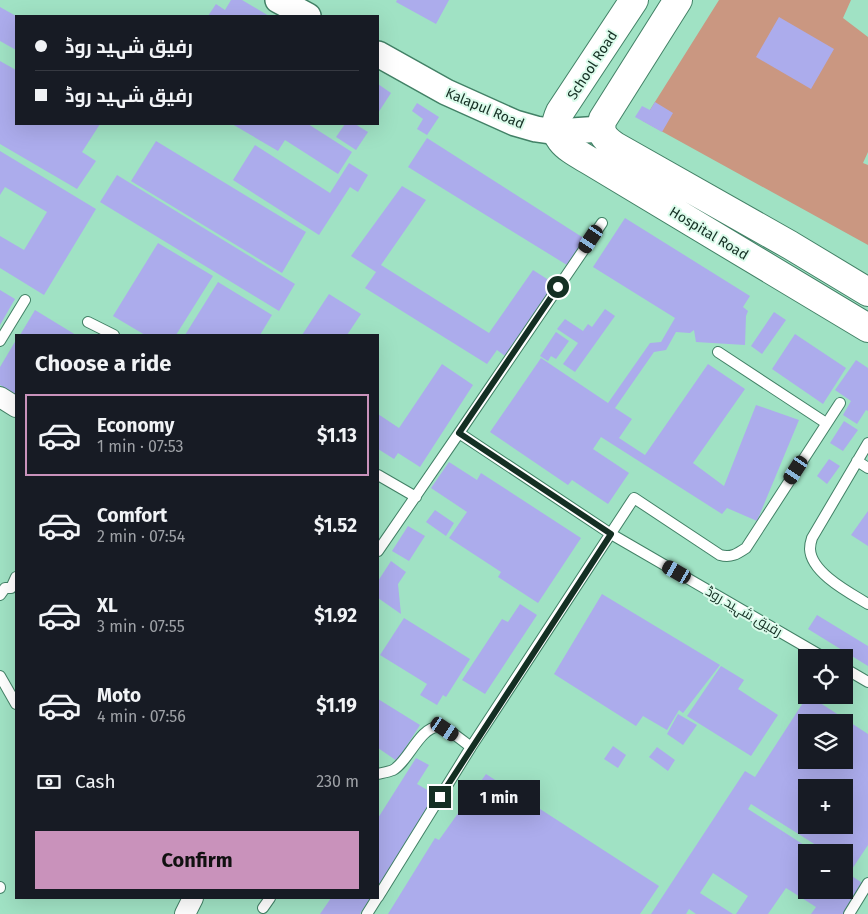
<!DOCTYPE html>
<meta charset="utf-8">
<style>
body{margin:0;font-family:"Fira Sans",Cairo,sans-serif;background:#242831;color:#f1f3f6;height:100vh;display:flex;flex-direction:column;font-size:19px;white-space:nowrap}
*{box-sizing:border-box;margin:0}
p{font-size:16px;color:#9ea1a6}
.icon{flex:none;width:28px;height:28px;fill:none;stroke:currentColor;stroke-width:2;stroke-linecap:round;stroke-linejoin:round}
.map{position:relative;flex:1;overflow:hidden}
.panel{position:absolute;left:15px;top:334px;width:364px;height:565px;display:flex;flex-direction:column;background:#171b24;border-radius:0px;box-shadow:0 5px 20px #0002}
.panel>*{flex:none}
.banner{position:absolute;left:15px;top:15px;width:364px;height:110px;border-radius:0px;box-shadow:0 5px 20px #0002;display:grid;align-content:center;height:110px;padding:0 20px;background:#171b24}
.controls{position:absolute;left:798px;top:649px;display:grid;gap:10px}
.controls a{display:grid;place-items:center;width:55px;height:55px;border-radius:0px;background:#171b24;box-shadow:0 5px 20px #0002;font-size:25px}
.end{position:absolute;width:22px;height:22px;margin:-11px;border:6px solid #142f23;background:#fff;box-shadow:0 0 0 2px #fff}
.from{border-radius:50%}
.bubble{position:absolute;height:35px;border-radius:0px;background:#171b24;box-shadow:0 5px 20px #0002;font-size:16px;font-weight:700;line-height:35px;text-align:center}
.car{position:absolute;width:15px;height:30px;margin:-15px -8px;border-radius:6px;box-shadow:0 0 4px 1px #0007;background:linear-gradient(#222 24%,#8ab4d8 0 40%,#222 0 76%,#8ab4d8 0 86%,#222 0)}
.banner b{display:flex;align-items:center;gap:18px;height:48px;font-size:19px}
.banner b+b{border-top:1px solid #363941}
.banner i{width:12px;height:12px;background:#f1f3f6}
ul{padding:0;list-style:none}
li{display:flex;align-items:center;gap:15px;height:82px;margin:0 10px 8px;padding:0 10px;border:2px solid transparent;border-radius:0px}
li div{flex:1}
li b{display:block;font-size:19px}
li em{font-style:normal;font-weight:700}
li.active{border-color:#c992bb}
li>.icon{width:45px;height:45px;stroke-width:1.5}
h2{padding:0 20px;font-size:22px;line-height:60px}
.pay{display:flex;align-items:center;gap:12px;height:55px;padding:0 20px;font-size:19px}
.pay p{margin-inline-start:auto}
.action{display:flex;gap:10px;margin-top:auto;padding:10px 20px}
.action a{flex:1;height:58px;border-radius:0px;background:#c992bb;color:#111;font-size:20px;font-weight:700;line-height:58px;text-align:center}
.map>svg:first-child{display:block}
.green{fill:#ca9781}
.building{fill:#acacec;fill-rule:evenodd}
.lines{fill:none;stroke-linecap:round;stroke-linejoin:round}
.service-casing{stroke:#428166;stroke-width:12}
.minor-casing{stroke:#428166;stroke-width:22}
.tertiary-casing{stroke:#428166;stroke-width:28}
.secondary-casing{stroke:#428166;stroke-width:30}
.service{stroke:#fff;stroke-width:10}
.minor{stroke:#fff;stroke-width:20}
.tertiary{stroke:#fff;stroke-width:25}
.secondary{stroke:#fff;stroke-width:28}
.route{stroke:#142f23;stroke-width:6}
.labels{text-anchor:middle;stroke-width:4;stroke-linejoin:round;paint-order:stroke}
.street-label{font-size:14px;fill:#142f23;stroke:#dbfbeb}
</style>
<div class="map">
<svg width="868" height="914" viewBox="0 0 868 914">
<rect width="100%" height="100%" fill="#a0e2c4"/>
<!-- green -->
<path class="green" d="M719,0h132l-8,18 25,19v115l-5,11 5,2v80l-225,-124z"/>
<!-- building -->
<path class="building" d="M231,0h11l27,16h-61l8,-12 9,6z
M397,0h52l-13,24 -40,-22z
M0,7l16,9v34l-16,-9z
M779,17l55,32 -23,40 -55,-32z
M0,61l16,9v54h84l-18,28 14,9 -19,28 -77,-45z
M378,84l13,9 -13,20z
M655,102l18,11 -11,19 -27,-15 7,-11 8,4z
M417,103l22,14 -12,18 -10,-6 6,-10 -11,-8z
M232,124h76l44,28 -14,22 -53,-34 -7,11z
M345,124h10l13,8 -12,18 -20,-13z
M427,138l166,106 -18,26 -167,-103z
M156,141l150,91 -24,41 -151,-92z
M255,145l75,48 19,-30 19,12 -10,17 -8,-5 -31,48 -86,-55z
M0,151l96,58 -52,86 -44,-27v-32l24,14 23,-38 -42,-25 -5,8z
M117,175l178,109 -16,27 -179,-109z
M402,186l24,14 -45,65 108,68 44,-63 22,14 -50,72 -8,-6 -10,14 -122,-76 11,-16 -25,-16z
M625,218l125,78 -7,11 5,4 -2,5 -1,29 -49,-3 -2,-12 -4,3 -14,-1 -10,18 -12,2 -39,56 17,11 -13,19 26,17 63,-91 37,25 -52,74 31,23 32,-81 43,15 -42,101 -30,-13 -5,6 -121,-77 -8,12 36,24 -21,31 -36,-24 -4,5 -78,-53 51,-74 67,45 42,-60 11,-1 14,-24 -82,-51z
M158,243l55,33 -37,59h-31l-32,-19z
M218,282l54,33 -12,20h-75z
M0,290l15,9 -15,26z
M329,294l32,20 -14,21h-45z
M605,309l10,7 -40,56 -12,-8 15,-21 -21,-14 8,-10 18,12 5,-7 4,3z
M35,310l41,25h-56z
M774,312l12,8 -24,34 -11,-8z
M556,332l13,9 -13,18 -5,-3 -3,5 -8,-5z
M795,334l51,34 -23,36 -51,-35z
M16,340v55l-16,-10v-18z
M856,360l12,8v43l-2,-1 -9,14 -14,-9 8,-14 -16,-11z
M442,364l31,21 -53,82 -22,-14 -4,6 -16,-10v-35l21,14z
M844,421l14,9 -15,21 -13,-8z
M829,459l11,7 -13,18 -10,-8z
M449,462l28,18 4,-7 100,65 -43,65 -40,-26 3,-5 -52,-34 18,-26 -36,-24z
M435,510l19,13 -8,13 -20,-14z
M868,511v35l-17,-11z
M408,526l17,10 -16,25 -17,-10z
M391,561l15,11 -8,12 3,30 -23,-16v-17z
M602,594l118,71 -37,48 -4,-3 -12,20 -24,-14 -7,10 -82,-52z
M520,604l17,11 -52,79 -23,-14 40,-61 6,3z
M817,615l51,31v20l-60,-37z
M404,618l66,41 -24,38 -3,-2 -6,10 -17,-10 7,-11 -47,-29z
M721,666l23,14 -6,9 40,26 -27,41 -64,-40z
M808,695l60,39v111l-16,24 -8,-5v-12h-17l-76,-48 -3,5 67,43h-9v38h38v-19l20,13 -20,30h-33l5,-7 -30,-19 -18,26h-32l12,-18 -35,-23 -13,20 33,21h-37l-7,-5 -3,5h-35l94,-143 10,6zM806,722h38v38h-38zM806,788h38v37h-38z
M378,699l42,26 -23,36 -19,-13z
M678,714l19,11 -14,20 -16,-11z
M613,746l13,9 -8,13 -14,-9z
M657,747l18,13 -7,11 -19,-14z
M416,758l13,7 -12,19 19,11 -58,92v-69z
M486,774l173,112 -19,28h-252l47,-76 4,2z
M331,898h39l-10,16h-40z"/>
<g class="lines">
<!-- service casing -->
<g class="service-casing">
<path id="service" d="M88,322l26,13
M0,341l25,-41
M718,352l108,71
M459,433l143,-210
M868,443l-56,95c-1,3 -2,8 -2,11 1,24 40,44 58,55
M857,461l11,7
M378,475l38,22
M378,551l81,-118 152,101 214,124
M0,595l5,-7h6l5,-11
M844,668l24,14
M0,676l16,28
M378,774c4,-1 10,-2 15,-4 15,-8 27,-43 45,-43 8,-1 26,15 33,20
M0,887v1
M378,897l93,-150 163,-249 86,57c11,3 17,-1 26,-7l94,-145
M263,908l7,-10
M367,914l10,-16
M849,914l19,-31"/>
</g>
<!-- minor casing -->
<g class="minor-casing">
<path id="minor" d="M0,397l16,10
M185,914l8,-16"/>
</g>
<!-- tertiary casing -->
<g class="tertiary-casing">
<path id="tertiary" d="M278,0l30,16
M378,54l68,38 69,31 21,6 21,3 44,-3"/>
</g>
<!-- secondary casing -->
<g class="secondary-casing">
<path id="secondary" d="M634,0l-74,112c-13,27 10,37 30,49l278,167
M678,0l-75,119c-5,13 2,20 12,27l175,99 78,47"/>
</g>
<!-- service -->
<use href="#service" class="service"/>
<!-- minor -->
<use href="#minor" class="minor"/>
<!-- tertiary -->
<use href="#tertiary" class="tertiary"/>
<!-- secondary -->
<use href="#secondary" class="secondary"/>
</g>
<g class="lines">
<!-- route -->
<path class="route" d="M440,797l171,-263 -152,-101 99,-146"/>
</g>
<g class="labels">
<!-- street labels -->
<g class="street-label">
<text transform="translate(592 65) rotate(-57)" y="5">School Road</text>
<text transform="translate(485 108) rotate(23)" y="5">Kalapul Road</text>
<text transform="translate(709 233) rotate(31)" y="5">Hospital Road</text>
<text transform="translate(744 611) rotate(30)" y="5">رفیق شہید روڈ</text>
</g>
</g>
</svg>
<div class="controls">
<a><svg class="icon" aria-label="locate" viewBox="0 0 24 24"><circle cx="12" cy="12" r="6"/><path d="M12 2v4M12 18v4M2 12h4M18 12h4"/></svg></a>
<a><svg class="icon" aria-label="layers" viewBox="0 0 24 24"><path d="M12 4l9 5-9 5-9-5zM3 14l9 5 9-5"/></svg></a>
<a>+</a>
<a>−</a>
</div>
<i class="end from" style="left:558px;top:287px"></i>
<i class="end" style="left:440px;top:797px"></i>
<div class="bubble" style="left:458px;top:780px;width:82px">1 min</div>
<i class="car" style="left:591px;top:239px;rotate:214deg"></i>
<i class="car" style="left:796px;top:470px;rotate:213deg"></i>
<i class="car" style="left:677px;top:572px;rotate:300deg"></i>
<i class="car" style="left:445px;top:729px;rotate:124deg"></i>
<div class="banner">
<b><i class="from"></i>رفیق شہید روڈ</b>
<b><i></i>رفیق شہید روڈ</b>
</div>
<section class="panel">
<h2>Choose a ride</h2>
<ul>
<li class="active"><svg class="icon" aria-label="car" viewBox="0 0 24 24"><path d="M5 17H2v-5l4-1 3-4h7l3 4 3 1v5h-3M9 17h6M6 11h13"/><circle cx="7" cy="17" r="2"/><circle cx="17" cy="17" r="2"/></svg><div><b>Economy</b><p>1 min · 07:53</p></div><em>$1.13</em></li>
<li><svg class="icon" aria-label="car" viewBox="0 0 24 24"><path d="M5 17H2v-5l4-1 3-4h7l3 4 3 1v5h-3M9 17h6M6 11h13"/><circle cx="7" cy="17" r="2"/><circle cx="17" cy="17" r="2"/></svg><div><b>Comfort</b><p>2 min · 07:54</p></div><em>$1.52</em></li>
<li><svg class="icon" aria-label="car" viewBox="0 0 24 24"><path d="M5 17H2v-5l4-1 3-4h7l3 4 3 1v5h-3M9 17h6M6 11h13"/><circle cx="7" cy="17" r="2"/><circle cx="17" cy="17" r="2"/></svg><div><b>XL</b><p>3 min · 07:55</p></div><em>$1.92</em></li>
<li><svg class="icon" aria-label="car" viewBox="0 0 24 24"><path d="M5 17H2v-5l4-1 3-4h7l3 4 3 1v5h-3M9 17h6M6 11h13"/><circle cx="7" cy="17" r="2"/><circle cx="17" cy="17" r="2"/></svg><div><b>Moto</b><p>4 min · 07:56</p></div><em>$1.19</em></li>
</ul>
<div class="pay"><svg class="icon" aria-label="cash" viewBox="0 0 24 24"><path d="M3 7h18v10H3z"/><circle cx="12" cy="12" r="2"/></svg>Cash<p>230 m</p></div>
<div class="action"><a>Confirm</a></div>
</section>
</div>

● WHAT THE TASK REQUIRES
Within the material above, show every line that includes "grid".

● RESULT
.banner{position:absolute;left:15px;top:15px;width:364px;height:110px;border-radius:0px;box-shadow:0 5px 20px #0002;display:grid;align-content:center;height:110px;padding:0 20px;background:#171b24}
.controls{position:absolute;left:798px;top:649px;display:grid;gap:10px}
.controls a{display:grid;place-items:center;width:55px;height:55px;border-radius:0px;background:#171b24;box-shadow:0 5px 20px #0002;font-size:25px}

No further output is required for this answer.